私の決断は、プレイヤーから管理職になると決めたことです。
人見知りで流されやすい性格で、医者を見たら「お医者さんになりたい!」、ケーキ屋を見たら「ケーキ屋さんになりたい!」と言うような子どもでした。やりたいと強く思えることはなかったので、中高時代は友達とマックに行ったりカラオケに行ったりするのが好きな普通の生徒。短大では人間の心理や考え方に興味を持ち、文学部心理学科を選びました。カフェや居酒屋でアルバイトを始めるとお客様が喜んでいるところを見るのが嬉しく、接客や営業など、人と関わる仕事に就きたいと思うようになりました。
卒業後はアパレルショップに就職し、入社初年度に全社200人の中で売上1位を獲得! 2位とは100万円以上の差をつけての圧勝でしたが、ボーナスはたったの3万円でした。さまざまなお客様と親しくなる中で「うちの会社を受けてみない?」と誘ってくれたのが、のちに上司となった人でした。
23歳の秋、医療業界に特化した人材マッチング事業を手掛けるMRTに入社し、パソコン操作もおぼつかない中で営業事務から仕事をスタートしました。私は営業が経験したかったのですぐに仕事を覚えて上司に交渉し、3カ月で営業部へ。営業部では非常勤医師のアルバイト求人を斡旋していきます。
医療知識も営業経験もなかったので最初の半年は苦労しましたが、「とにかく行動する」「レスポンスを早く」「諦めずに絶対に紹介先を決める」などのルールを自分の中に決めて徹底したところ、1年ほどで結果がついてくるようになり、2年で3度のMVPを獲得することができました。

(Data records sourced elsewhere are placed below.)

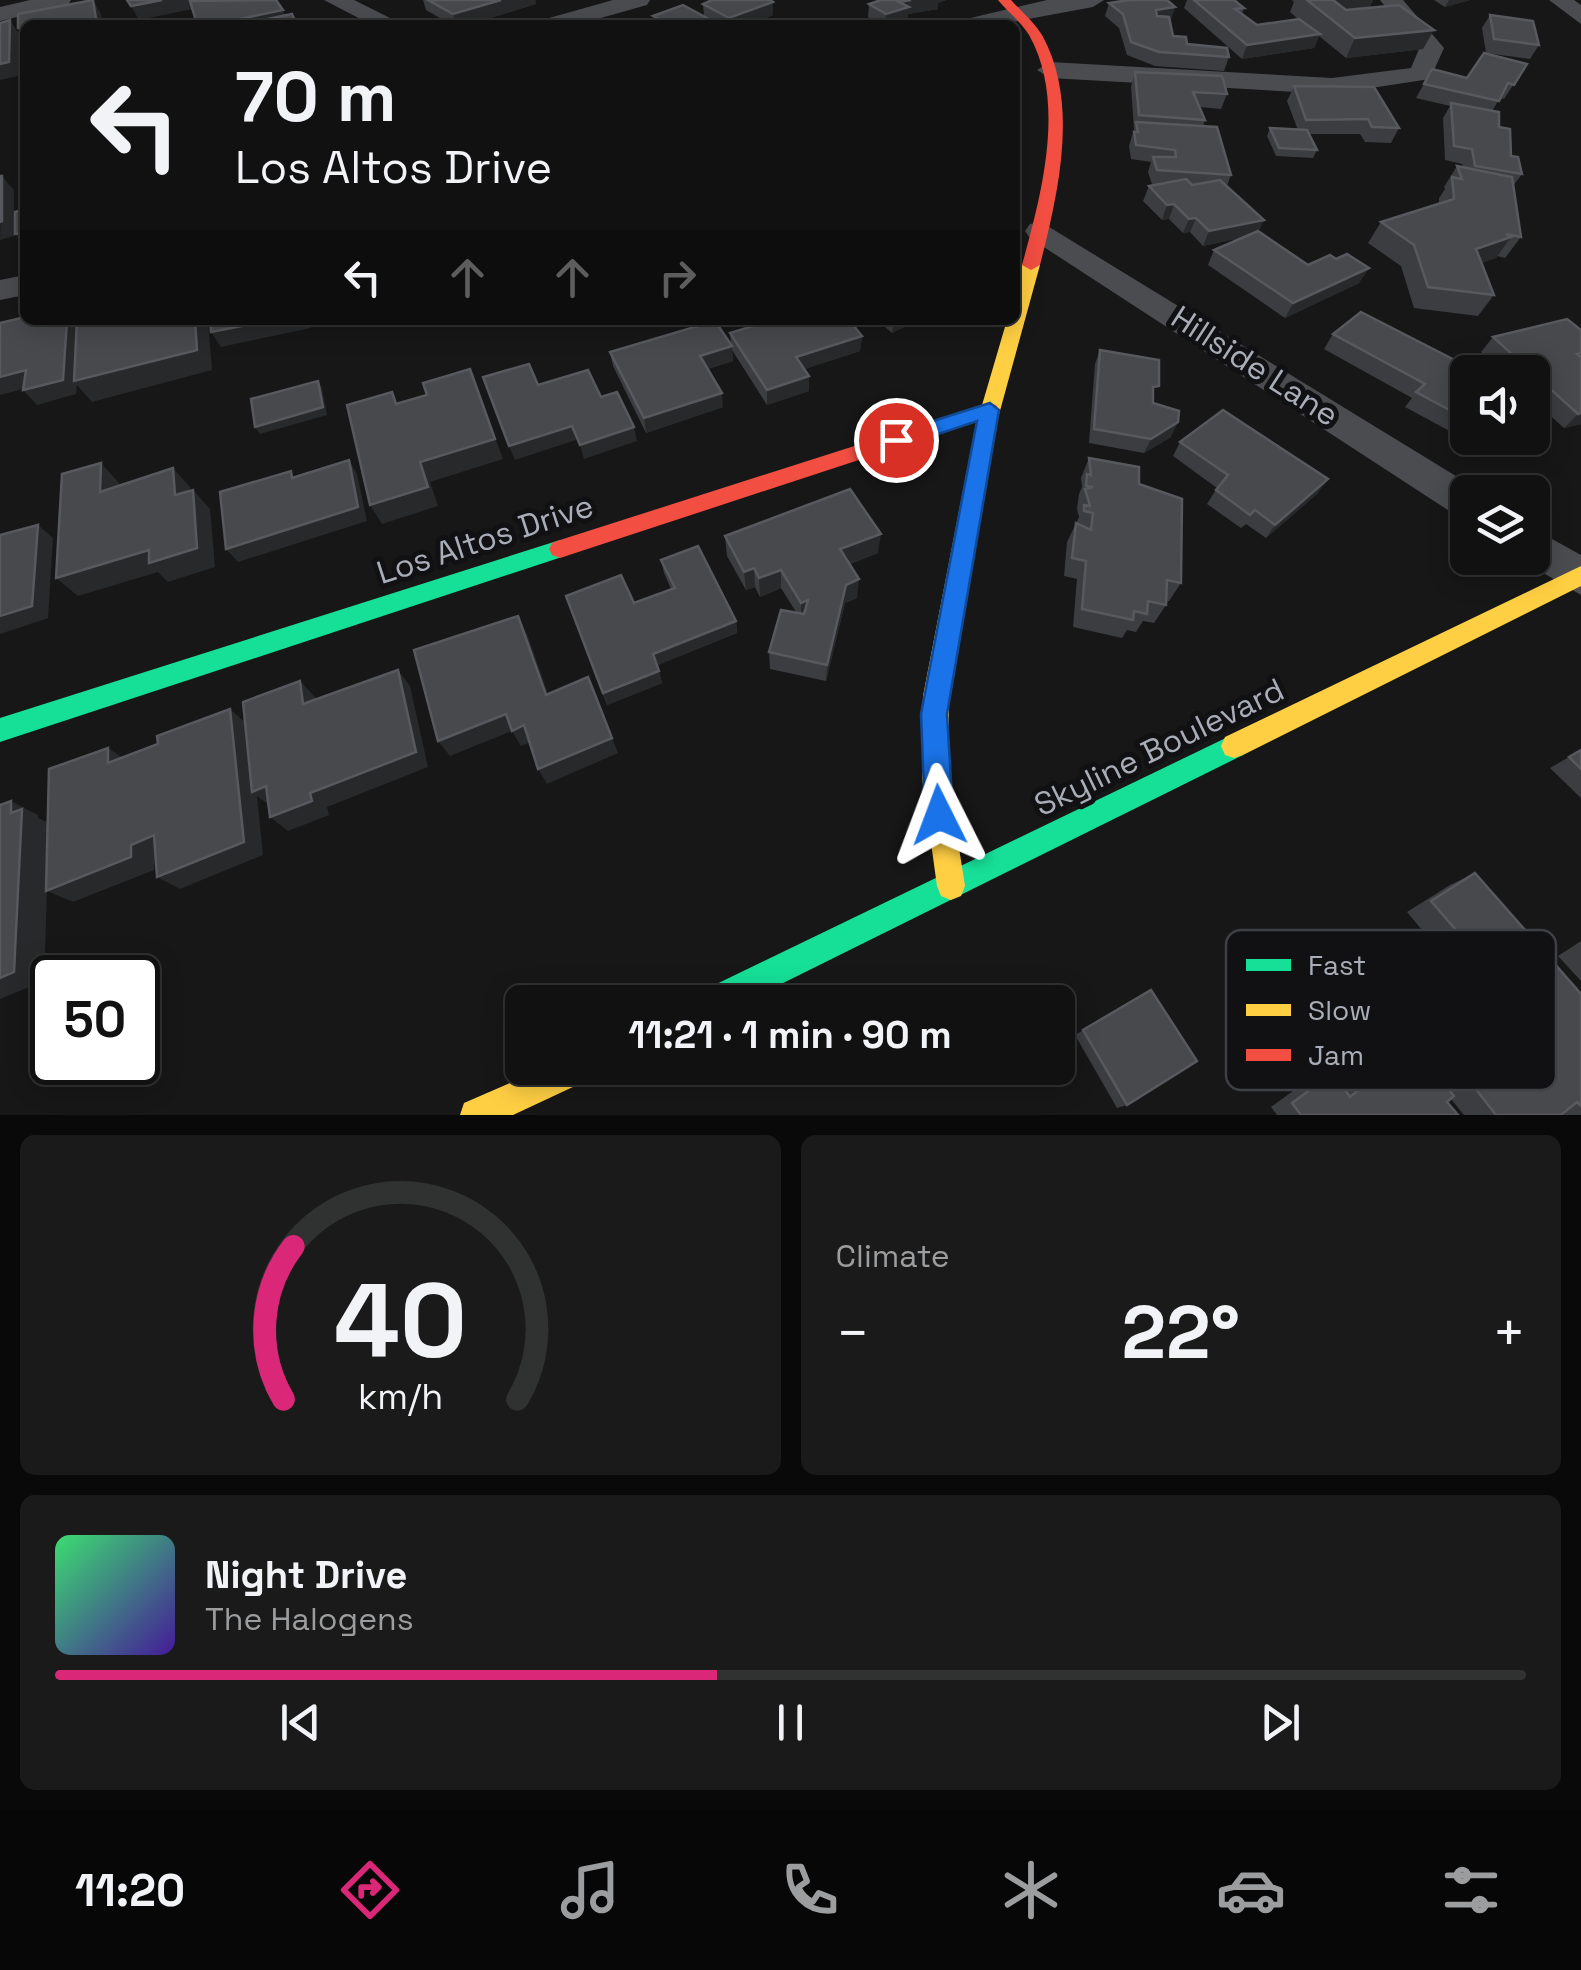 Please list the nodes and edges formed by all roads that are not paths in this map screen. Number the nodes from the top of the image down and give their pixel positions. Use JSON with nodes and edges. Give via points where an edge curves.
{"nodes":[{"id":1,"x":10,"y":0,"type":"edge"},
{"id":2,"x":60,"y":0,"type":"edge"},
{"id":3,"x":335,"y":0,"type":"edge"},
{"id":4,"x":639,"y":0,"type":"edge"},
{"id":5,"x":1093,"y":0,"type":"edge"},
{"id":6,"x":1391,"y":0,"type":"edge"},
{"id":7,"x":1560,"y":0,"type":"edge"},
{"id":8,"x":0,"y":2,"type":"edge"},
{"id":9,"x":1012,"y":6,"type":"edge"},
{"id":10,"x":0,"y":14,"type":"edge"},
{"id":11,"x":1581,"y":17,"type":"edge"},
{"id":12,"x":381,"y":20,"type":"edge"},
{"id":13,"x":568,"y":20,"type":"edge"},
{"id":14,"x":981,"y":20,"type":"edge"},
{"id":15,"x":1050,"y":70,"type":"junction"},
{"id":16,"x":1041,"y":231,"type":"junction"},
{"id":17,"x":1020,"y":305,"type":"edge"},
{"id":18,"x":1014,"y":325,"type":"edge"},
{"id":19,"x":990,"y":410,"type":"junction"},
{"id":20,"x":1450,"y":492,"type":"edge"},
{"id":21,"x":1550,"y":557,"type":"edge"},
{"id":22,"x":1580,"y":576,"type":"edge"},
{"id":23,"x":0,"y":730,"type":"edge"},
{"id":24,"x":951,"y":886,"type":"junction"},
{"id":25,"x":747,"y":985,"type":"edge"},
{"id":26,"x":542,"y":1085,"type":"edge"},
{"id":27,"x":476,"y":1115,"type":"edge"}],
"edges":[{"from":1,"to":8,"type":"street"},
{"from":2,"to":10,"type":"street"},
{"from":3,"to":12,"type":"street"},
{"from":4,"to":13,"type":"street"},
{"from":5,"to":9,"type":"street"},
{"from":6,"to":15,"type":"street","via":[[1432,48],[1421,74],[1332,86]]},
{"from":7,"to":11,"type":"street"},
{"from":9,"to":14,"type":"street"},
{"from":9,"to":15,"type":"main road"},
{"from":15,"to":16,"type":"main road","via":[[1055,144]]},
{"from":16,"to":17,"type":"main road"},
{"from":16,"to":20,"type":"street","name":"Hillside Lane"},
{"from":18,"to":19,"type":"main road"},
{"from":19,"to":23,"type":"main road","name":"Los Altos Drive"},
{"from":19,"to":24,"type":"main road","via":[[934,714]]},
{"from":21,"to":22,"type":"street"},
{"from":22,"to":24,"type":"main road","name":"Skyline Boulevard"},
{"from":24,"to":25,"type":"main road","name":"Skyline Boulevard"},
{"from":26,"to":27,"type":"main road"}]} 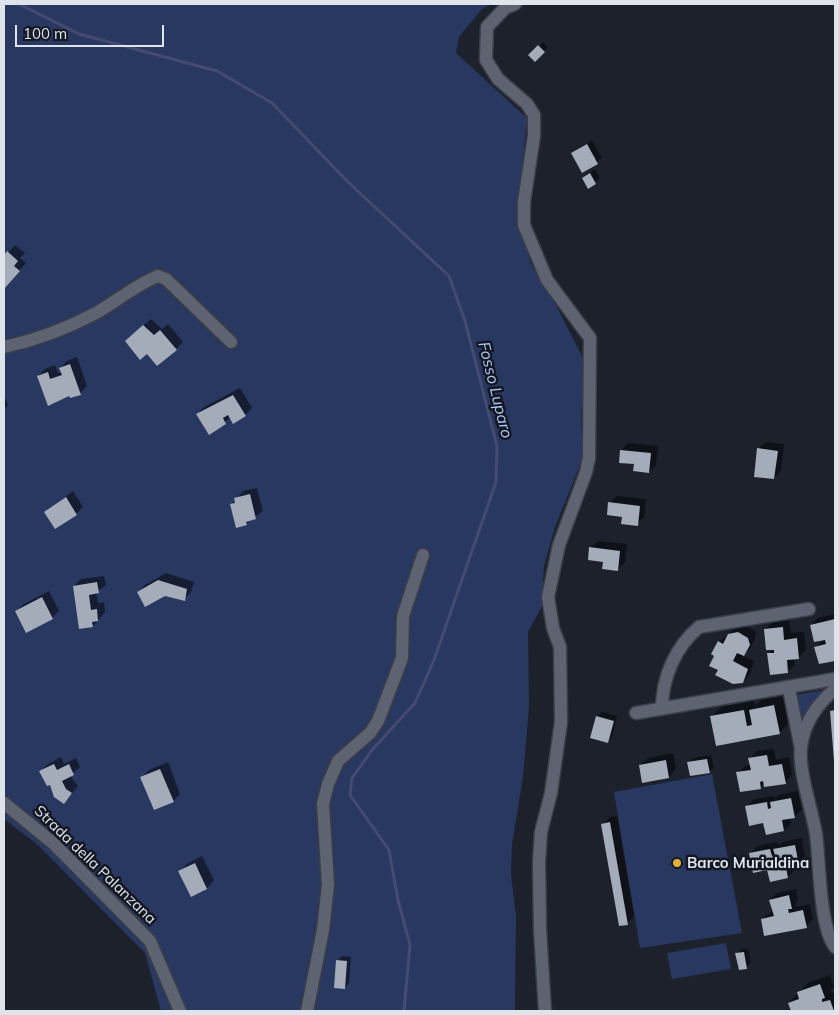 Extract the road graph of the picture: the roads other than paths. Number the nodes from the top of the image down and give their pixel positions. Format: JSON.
{"nodes":[{"id":1,"x":515,"y":4,"type":"edge"},
{"id":2,"x":231,"y":342,"type":"dead end"},
{"id":3,"x":4,"y":347,"type":"edge"},
{"id":4,"x":423,"y":555,"type":"dead end"},
{"id":5,"x":809,"y":609,"type":"dead end"},
{"id":6,"x":835,"y":679,"type":"edge"},
{"id":7,"x":789,"y":689,"type":"junction"},
{"id":8,"x":835,"y":689,"type":"edge"},
{"id":9,"x":662,"y":709,"type":"junction"},
{"id":10,"x":636,"y":713,"type":"dead end"},
{"id":11,"x":801,"y":749,"type":"junction"},
{"id":12,"x":4,"y":803,"type":"edge"},
{"id":13,"x":824,"y":914,"type":"junction"},
{"id":14,"x":835,"y":926,"type":"edge"},
{"id":15,"x":835,"y":947,"type":"edge"},
{"id":16,"x":180,"y":1011,"type":"edge"},
{"id":17,"x":307,"y":1011,"type":"edge"},
{"id":18,"x":545,"y":1011,"type":"edge"}],
"edges":[{"from":1,"to":18,"type":"street"},
{"from":2,"to":3,"type":"street"},
{"from":4,"to":17,"type":"street"},
{"from":5,"to":9,"type":"street"},
{"from":6,"to":7,"type":"street"},
{"from":7,"to":9,"type":"street"},
{"from":7,"to":11,"type":"street"},
{"from":8,"to":11,"type":"street"},
{"from":9,"to":10,"type":"street"},
{"from":11,"to":13,"type":"street"},
{"from":12,"to":16,"type":"street","name":"Strada della Palanzana"},
{"from":13,"to":14,"type":"street"},
{"from":13,"to":15,"type":"street"}]} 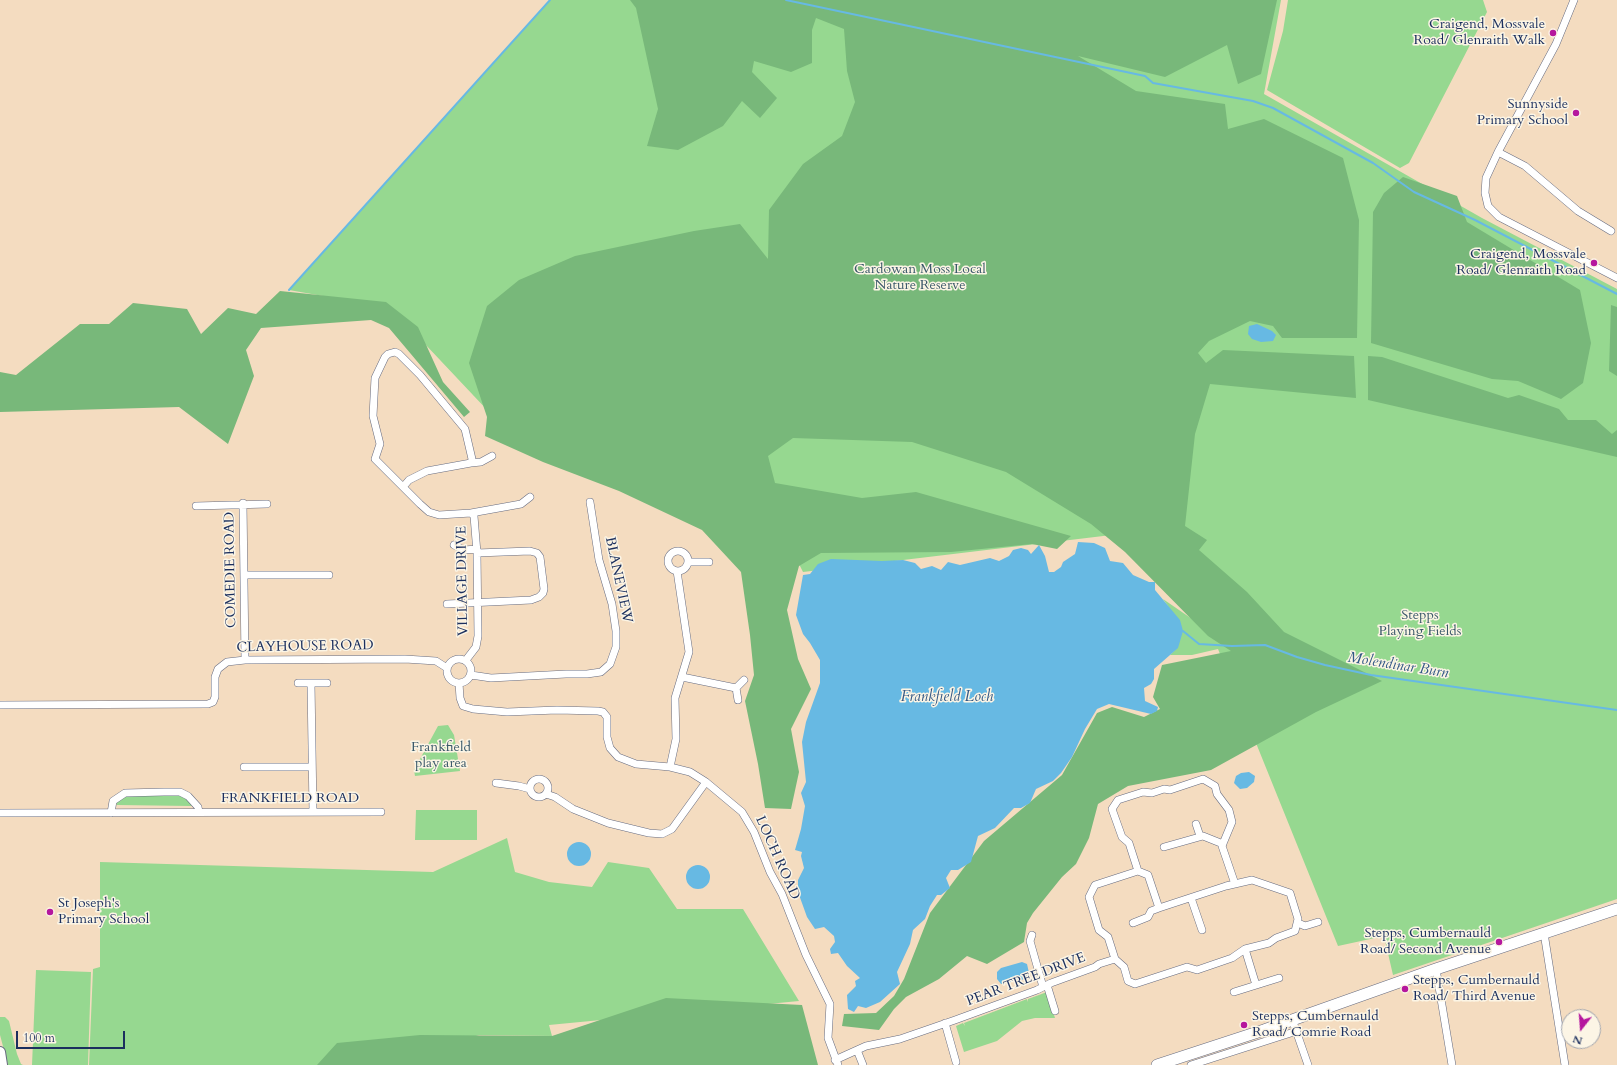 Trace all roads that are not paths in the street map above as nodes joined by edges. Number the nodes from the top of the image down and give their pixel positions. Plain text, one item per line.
1 (1574, 0) edge
2 (1498, 152) junction
3 (1611, 231) dead end
4 (1617, 278) edge
5 (492, 456) dead end
6 (471, 463) junction
7 (403, 487) junction
8 (530, 497) dead end
9 (590, 502) dead end
10 (244, 503) junction
11 (267, 504) dead end
12 (196, 506) dead end
13 (471, 513) junction
14 (454, 545) dead end
15 (477, 551) junction
16 (688, 562) junction
17 (709, 562) dead end
18 (677, 571) junction
19 (244, 575) junction
20 (329, 575) dead end
21 (478, 603) junction
22 (447, 604) dead end
23 (245, 660) junction
24 (466, 660) junction
25 (447, 668) junction
26 (471, 675) junction
27 (682, 677) junction
28 (744, 680) dead end
29 (298, 683) dead end
30 (311, 683) junction
31 (326, 683) dead end
32 (459, 683) junction
33 (736, 688) junction
34 (738, 700) dead end
35 (0, 706) edge
36 (244, 767) dead end
37 (311, 767) junction
38 (670, 767) junction
39 (706, 782) junction
40 (496, 783) dead end
41 (530, 789) junction
42 (546, 794) junction
43 (199, 812) junction
44 (313, 812) junction
45 (381, 812) dead end
46 (0, 813) edge
47 (111, 813) junction
48 (1196, 824) dead end
49 (1200, 836) junction
50 (1223, 844) junction
51 (1164, 847) dead end
52 (1138, 871) junction
53 (1235, 884) junction
54 (1191, 898) junction
55 (1159, 908) junction
56 (1617, 910) edge
57 (1318, 922) dead end
58 (1133, 923) dead end
59 (1298, 924) junction
60 (1202, 930) dead end
61 (1544, 933) junction
62 (1032, 935) dead end
63 (1245, 950) junction
64 (1115, 959) junction
65 (1436, 969) junction
66 (1279, 978) dead end
67 (1256, 985) junction
68 (1045, 986) junction
69 (1234, 992) dead end
70 (1055, 1012) dead end
71 (1292, 1019) junction
72 (945, 1023) junction
73 (1297, 1031) junction
74 (857, 1050) junction
75 (0, 1052) edge
76 (956, 1062) dead end
77 (837, 1063) edge
78 (2, 1065) edge
79 (863, 1065) edge
80 (1157, 1065) edge
81 (1191, 1065) edge
82 (1308, 1065) edge
83 (1452, 1065) edge
84 (1565, 1065) edge

1 - 2 street
2 - 3 street
2 - 4 street
5 - 6 street
6 - 7 street
6 - 7 street, VILLAGE DRIVE
7 - 13 street, VILLAGE DRIVE
8 - 13 street
9 - 26 street, BLANEVIEW
10 - 11 street, COMEDIE ROAD
10 - 12 street, COMEDIE ROAD
10 - 19 street, COMEDIE ROAD
13 - 15 street, VILLAGE DRIVE
14 - 15 street
15 - 21 street, VILLAGE DRIVE
15 - 21 street
16 - 17 street
16 - 18 street
16 - 18 street
18 - 27 street
19 - 20 street
19 - 23 street, COMEDIE ROAD
21 - 22 street
21 - 24 street, VILLAGE DRIVE
23 - 25 street, CLAYHOUSE ROAD
23 - 35 street, CLAYHOUSE ROAD
24 - 25 street
24 - 26 street
25 - 32 street
26 - 32 street
27 - 33 street
27 - 38 street
28 - 33 street
29 - 30 street
30 - 31 street
30 - 37 street
32 - 38 street, LOCH ROAD
33 - 34 street
36 - 37 street
37 - 44 street
38 - 39 street, LOCH ROAD
39 - 42 street
39 - 77 street, LOCH ROAD
40 - 41 street
41 - 42 street
41 - 42 street
43 - 44 street, FRANKFIELD ROAD
43 - 47 street, FRANKFIELD ROAD
43 - 47 street
44 - 45 street, FRANKFIELD ROAD
46 - 47 street, FRANKFIELD ROAD
48 - 49 street
49 - 50 street
49 - 51 street
50 - 52 street
50 - 53 street
52 - 55 street
52 - 64 street
53 - 54 street
53 - 59 street
54 - 55 street
54 - 60 street
55 - 58 street
56 - 61 main road
57 - 59 street
59 - 63 street
61 - 65 main road
61 - 84 street
62 - 68 street
63 - 64 street
63 - 67 street
64 - 68 street, PEAR TREE DRIVE
65 - 71 main road
65 - 83 street
66 - 67 street
67 - 69 street
68 - 70 street
68 - 72 street, PEAR TREE DRIVE
71 - 73 street
71 - 80 main road
72 - 74 street, PEAR TREE DRIVE
72 - 76 street
73 - 81 street
73 - 82 street
74 - 77 street, PEAR TREE DRIVE
74 - 79 street
75 - 78 street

2019年のサブリーダー就任を経て、2020年にはリーダーに昇格。10人ほどのマネジメントを担当するようになると、感覚的に実行してきた成功ノウハウをうまく言語化することができず、常にイライラするように。相手に伝えることが苦手なのだとわかってからは、自分の行動を細かく棚卸してチェック項目を設け、2年ほどかけて営業マニュアルを作成、仕組み化していきました。
28歳になる頃、シニアリーダーにならないかと打診を受け、戸惑いました。シニアリーダーは30~40名ほどのメンバーを束ねる管理職です。10名程度であれば1人1人に目が行き届きますが、シニアリーダーになると全国に5拠点もある支社の営業部をすべてマネジメントしなければいけません。少人数のほうが自分には向いているのでは、とも思いましたが、リーダー職となってから部下が成長してチームの成果を挙げられた喜びは、1人でMVPを取るよりもずっと嬉しいものでした。その思い出が最後のひと押しとなり、引き受けることを決めました。
シニアリーダー昇格後、常勤医師に医療機関を紹介する新部署を立ち上げ、同様の事業を担っていた子会社と新部署の統合も経験。実際にシニアリーダーになってみると、仕事を抱え込んでうまくさばけない社員、なかなか成長できない社員を見ているのもつらく、「正直、自分が担当したほうが早いのでは」と思うこともしばしば。しかし自分のライフステージが変わる可能性もゼロではありません。任せていかなければ自分がいなくなったときにチームが崩壊してしまいます。
1人ひとりのことを見ていると、数字が得意な人、分析が得意な人など、自分にはできないことができる人もたくさんいることがわかってきました。「自分だけの力ですべてを成し遂げることはできない、みんなの力を合わせて成功していくことが本当の成功なのだ」と視座を変え、課題を1つひとつ解決していきました。
2026年1月からはマネージャーに昇格。1年間の短期的な売上だけでなく、中長期的な売上の責任を持つ立場になりました。医師の単発スポットも定期非常勤アルバイトも業界ナンバーワンの売上を誇ります。今後は私が立ち上げた常勤医師の紹介についても認知度・売上ともに業界ナンバーワンに導いていきたい。シニアリーダーを引き受けたことは決して楽な道ではありませんでしたが、大切なお客様、そしてかけがえのないメンバーと成長していけたことは本当によかったと思っています。メンバーは私にとって宝物。大切な子どものような存在です。今後もみんなで業界ナンバーワンを目指して頑張っていきたいと思います。